En revanche, son enthousiasme à propos d’une reprise de l’inflation, signe d’une accélération de l’activité, est retombé. La hausse des prix devrait plafonner cette année à 1,6 %, alors qu’en mars la Fed projetait encore un taux de 1,9 %, tout près de l’objectif de 2 % qu’elle s’est fixé. Malgré tout, le FOMC pense que cette cible devrait être atteinte en 2018.

Ce ralentissement de la hausse des prix écorne quelque peu la lecture optimiste que la banque centrale fait de la reprise. Mais Mme Yellen s’est employée à ne pas dramatiser la situation. Elle affirme « surveiller étroitement les développements de l’inflation », tout en mettant en garde contre une surinterprétation des derniers chiffres, qui, selon elle, ont été tirés transitoirement vers le bas par les tarifs des opérateurs téléphoniques et le prix de certains médicaments.

En dépit de la faiblesse de l’inflation, la Fed compte procéder à au moins une nouvelle hausse de taux cette année. Le consensus des membres du FOMC table sur des taux d’intérêt qui devraient atteindre les 3 % à la fin de 2019. A ce jour, seul Neel Kashkari, le président de la Fed de Minneapolis, s’est déclaré hostile à la poursuite du resserrement monétaire, considérant que l’économie américaine n’était pas encore suffisamment solide pour absorber ce nouveau relèvement des taux.

Dégonflement du bilan programmé

Confiante dans la poursuite de la reprise, la Fed en a profité pour donner son plan de marche pour alléger son bilan. Dans la foulée de la crise, outre la réduction à zéro des taux d’intérêt, la banque centrale s’était parallèlement lancée dans une politique de rachat d’actifs pour soutenir l’activité. De façon inédite dans l’histoire, elle a ainsi accumulé plus de 4 200 milliards de dollars d’emprunts d’Etat et de titres de créances immobilières (MBS) dans lesquels, jusqu’à présent, elle réinvestissait quand les uns et les autres arrivaient à échéance.
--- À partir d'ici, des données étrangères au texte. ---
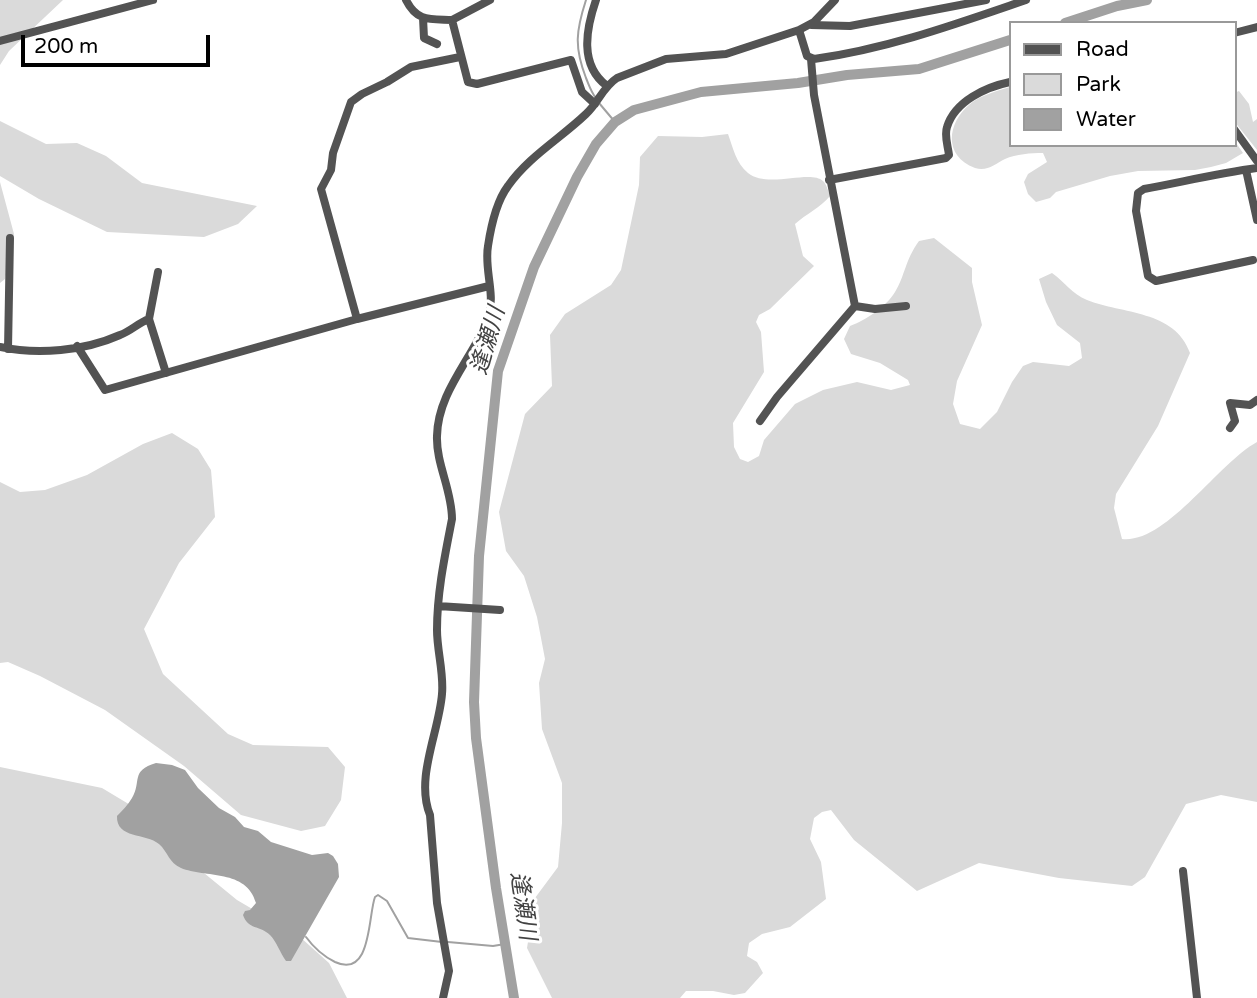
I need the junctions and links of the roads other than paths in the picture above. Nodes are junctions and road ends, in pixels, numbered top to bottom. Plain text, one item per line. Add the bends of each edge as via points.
1 (153, 0) edge
2 (406, 0) edge
3 (490, 0) edge
4 (596, 0) edge
5 (835, 0) edge
6 (1026, 0) edge
7 (983, 1) edge
8 (984, 14) junction
9 (423, 18) junction
10 (452, 20) junction
11 (811, 25) junction
12 (1257, 27) edge
13 (799, 30) junction
14 (1236, 32) edge
15 (0, 41) edge
16 (437, 44) dead end
17 (460, 57) junction
18 (811, 62) junction
19 (1009, 82) edge
20 (600, 96) junction
21 (1236, 132) edge
22 (1257, 161) edge
23 (1257, 168) edge
24 (1246, 170) junction
25 (829, 180) junction
26 (1257, 220) edge
27 (10, 238) dead end
28 (1252, 260) dead end
29 (158, 272) dead end
30 (489, 286) junction
31 (855, 306) junction
32 (906, 306) dead end
33 (149, 319) junction
34 (357, 319) junction
35 (77, 346) junction
36 (4, 348) edge
37 (166, 373) junction
38 (1257, 400) edge
39 (760, 421) dead end
40 (1230, 428) dead end
41 (438, 606) junction
42 (500, 610) dead end
43 (1183, 871) dead end
44 (443, 998) edge
45 (1197, 998) edge

1 - 15 street
2 - 9 street via 412,12
3 - 10 street
4 - 20 street via 587,30 587,51
5 - 11 street
6 - 8 street
7 - 8 street
7 - 11 street via 850,26
8 - 18 street via 871,50
9 - 10 street
9 - 16 street via 424,38
10 - 17 street
11 - 13 street
12 - 14 street
13 - 18 street
13 - 20 street via 726,54 666,59 617,78
17 - 20 street via 472,84 571,60 582,93
17 - 34 street via 411,67 351,102 321,189
18 - 25 street
19 - 25 street via 974,96 957,109 947,126 946,158
20 - 30 street via 502,195 488,246
21 - 22 street
23 - 24 street
24 - 26 street
24 - 28 street via 1144,189 1138,193 1136,211 1148,276 1156,281
25 - 31 street
27 - 36 street
29 - 33 street
30 - 34 street
30 - 41 street via 489,314 438,422 437,455 452,510
31 - 32 street
31 - 39 street
33 - 35 street via 122,335
33 - 37 street
34 - 37 street
35 - 36 street via 35,352
35 - 37 street via 104,390
38 - 40 street via 1250,405 1230,403 1235,421
41 - 42 street
41 - 44 street via 442,693 425,803 449,971
43 - 45 street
Concernant les emprunts d’Etat, le FOMC a annoncé mercredi que, dans un premier temps, le rythme de ces réinvestissements allait ralentir de six milliards de dollars par mois, puis de 30 milliards d’ici 12 mois. Pour les MBS les réinvestissements chuteront d’abord de quatre milliards par mois, puis de 20 milliards par mois au bout d’un an. Cette politique devrait aboutir à un renchérissement progressif du coût du crédit pour les entreprises et les consommateurs

Mme Yellen n’a donné aucun calendrier précis pour déployer ce programme, mentionnant simplement que cela « pourrait prendre effet relativement rapidement ». On peut donc imaginer que l’allégement du bilan puisse débuter d’ici la fin de l’année, même si la Fed préfère rester prudente en conditionnant le calendrier au fait que « l’économie évolue globalement conformément aux attentes ».
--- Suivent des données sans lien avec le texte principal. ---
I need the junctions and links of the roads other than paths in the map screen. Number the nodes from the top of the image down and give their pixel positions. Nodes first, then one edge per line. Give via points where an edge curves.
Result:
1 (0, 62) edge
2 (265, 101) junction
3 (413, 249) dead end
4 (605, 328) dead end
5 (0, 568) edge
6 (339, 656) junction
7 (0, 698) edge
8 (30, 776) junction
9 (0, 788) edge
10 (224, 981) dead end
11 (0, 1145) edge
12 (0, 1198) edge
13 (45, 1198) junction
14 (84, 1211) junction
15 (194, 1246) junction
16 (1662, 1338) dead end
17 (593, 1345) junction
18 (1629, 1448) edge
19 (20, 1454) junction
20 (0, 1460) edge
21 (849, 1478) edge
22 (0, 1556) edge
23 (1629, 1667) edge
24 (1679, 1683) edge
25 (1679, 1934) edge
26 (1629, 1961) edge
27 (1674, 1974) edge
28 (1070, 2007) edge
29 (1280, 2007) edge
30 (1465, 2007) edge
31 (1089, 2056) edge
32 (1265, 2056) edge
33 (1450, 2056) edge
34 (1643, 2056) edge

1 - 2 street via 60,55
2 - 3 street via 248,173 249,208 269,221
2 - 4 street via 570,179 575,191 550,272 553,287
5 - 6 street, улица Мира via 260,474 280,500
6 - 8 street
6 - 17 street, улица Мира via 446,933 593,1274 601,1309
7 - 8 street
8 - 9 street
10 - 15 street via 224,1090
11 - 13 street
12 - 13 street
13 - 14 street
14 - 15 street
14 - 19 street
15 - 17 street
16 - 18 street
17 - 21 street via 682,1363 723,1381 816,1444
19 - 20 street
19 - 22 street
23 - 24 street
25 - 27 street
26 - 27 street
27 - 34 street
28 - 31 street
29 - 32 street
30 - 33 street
Quoi qu’il en soit, Mme Yellen a expliqué que le but était que « personne ne soit pris par surprise », ajoutant que son espoir était que ce dégonflement du bilan soit un non-événement. « C’est quelque chose qui se déroulera silencieusement, en arrière-plan, sur un certain nombre d’années », a-t-elle estimé. Après avoir été critiquée pour ses atermoiements à durcir la politique monétaire américaine, la Fed commence à retrouver lentement mais sûrement des marges de manœuvre, qui seront bien utiles en cas de retournement de la conjoncture.